Recorded information:
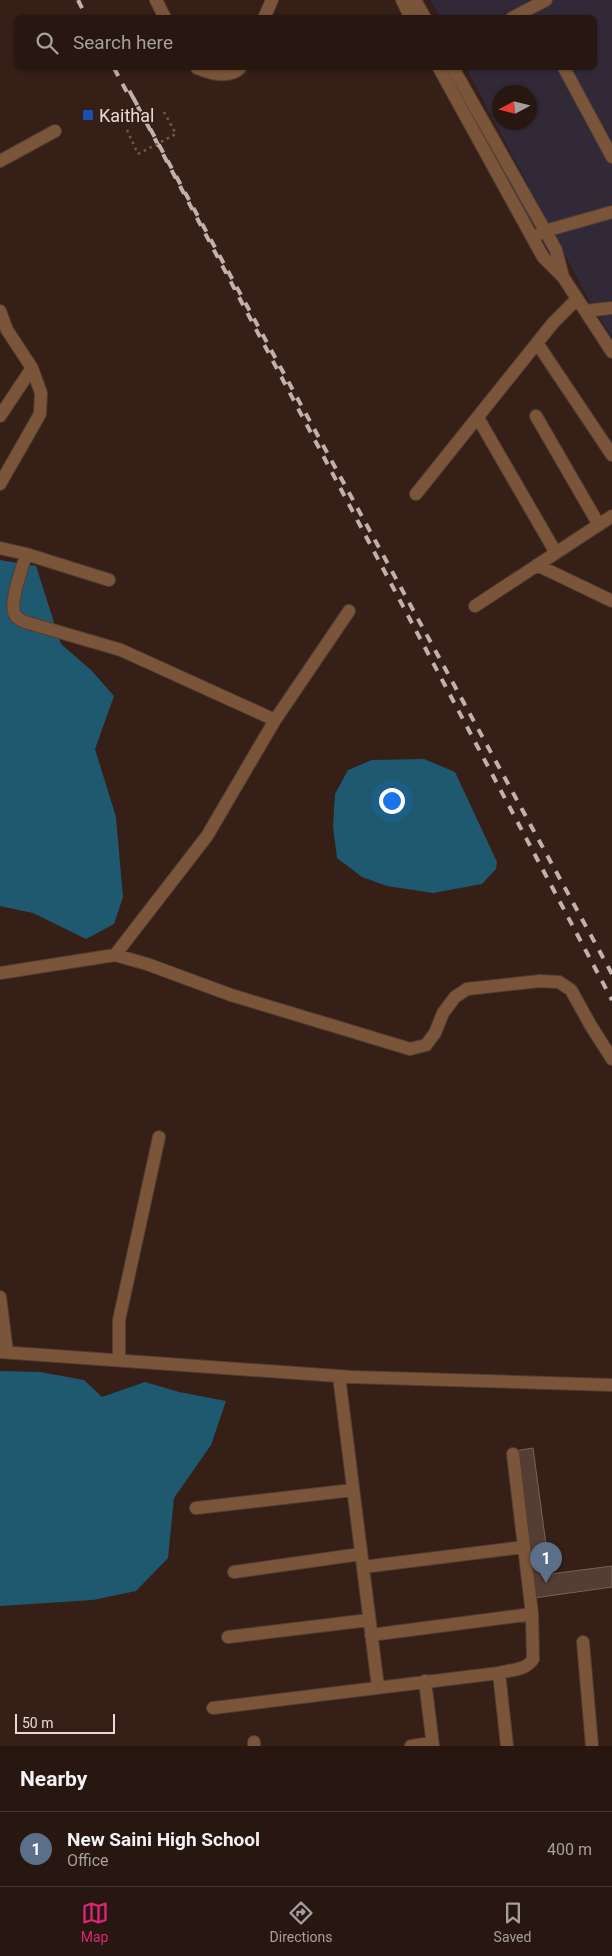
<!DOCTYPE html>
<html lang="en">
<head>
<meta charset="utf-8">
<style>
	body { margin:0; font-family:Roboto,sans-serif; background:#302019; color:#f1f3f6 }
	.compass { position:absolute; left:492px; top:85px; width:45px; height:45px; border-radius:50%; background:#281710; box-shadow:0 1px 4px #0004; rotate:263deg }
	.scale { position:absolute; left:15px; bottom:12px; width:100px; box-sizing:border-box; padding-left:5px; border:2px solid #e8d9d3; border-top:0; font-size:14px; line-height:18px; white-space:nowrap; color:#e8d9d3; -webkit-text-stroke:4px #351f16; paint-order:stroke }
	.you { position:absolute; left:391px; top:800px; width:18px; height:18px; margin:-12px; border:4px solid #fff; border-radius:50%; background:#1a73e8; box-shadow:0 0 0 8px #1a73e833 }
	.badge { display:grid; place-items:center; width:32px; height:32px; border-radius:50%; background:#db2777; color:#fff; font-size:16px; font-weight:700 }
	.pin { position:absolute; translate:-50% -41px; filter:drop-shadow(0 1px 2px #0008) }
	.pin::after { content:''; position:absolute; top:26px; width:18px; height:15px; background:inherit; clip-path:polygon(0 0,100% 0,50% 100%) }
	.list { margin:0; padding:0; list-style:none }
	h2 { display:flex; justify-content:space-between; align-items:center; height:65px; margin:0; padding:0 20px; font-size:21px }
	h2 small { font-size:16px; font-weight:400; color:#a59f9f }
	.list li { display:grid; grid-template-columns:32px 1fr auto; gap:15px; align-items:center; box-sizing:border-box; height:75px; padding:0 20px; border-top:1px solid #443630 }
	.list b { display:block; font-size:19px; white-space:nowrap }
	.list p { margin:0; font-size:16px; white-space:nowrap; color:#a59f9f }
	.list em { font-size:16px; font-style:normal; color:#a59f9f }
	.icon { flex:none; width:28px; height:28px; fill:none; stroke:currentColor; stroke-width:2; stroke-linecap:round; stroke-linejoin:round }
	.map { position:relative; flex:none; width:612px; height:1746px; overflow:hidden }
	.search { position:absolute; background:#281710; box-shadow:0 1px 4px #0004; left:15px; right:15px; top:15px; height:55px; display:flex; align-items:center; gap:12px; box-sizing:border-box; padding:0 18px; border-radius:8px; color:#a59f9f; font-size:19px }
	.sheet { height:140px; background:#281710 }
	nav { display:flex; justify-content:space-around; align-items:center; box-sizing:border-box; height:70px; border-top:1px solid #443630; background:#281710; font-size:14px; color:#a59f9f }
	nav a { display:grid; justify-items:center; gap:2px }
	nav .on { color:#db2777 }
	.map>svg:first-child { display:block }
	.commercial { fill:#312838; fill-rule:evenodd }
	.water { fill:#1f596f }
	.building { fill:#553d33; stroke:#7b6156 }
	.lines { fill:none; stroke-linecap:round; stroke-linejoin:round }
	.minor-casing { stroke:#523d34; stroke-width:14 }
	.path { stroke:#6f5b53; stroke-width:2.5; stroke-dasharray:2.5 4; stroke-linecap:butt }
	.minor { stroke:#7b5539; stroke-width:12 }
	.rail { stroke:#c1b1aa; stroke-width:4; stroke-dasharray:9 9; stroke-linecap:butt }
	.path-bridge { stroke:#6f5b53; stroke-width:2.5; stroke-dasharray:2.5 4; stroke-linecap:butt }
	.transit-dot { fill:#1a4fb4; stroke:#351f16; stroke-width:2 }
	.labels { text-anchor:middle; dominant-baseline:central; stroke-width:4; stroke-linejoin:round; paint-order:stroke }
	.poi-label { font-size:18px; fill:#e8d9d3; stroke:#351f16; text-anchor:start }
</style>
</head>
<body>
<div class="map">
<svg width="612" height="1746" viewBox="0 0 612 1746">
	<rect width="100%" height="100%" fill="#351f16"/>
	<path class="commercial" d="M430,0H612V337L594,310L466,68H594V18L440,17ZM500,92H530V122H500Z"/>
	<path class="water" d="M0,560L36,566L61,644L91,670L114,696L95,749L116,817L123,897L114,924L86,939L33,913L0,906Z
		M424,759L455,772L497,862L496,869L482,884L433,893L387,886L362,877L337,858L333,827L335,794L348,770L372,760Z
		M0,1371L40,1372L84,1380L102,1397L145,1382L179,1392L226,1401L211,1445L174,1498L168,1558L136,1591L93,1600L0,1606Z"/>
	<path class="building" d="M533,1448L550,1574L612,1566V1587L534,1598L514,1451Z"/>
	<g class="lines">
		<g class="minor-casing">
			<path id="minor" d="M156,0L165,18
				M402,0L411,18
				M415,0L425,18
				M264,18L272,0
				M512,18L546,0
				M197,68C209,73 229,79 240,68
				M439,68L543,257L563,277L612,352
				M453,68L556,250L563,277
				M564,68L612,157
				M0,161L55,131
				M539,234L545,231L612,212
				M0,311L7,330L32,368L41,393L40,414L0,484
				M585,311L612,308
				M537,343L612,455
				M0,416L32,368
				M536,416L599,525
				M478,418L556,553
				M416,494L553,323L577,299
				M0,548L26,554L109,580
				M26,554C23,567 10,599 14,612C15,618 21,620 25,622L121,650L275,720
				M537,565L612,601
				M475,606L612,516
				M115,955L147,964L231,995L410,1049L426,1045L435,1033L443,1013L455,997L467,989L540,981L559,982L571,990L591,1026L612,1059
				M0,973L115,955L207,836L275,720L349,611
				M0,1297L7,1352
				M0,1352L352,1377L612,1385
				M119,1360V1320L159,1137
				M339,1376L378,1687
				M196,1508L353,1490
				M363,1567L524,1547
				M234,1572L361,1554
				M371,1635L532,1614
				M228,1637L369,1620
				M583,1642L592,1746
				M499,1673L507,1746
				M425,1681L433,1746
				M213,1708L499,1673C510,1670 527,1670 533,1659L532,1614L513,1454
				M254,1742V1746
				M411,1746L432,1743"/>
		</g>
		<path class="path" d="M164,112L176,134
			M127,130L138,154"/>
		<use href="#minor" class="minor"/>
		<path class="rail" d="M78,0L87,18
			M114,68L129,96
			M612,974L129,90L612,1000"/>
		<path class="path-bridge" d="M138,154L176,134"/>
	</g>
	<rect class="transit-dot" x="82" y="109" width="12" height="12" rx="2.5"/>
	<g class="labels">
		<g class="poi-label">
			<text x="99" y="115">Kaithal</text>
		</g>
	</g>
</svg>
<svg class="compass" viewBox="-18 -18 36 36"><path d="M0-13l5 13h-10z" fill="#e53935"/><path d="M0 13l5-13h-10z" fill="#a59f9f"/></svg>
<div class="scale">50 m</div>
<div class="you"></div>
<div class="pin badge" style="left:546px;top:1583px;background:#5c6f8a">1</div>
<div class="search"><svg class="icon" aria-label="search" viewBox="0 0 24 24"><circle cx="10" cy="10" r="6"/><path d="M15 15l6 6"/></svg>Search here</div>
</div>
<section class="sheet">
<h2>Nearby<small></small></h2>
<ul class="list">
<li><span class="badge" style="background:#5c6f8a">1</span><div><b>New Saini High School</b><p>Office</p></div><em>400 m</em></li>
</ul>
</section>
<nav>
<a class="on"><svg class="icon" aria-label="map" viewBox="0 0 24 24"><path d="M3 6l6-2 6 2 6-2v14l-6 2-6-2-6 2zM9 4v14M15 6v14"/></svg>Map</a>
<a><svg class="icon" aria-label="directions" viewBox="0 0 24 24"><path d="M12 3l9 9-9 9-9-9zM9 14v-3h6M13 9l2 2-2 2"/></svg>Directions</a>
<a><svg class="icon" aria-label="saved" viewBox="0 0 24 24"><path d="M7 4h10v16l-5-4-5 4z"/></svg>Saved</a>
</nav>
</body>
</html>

Activity: From the opening line of the entries above to the line containing "position:absolute; left:492px; top:85px;", please transcribe each line exactly, skipping every picture.

Written response:
<!DOCTYPE html>
<html lang="en">
<head>
<meta charset="utf-8">
<style>
	body { margin:0; font-family:Roboto,sans-serif; background:#302019; color:#f1f3f6 }
	.compass { position:absolute; left:492px; top:85px; width:45px; height:45px; border-radius:50%; background:#281710; box-shadow:0 1px 4px #0004; rotate:263deg }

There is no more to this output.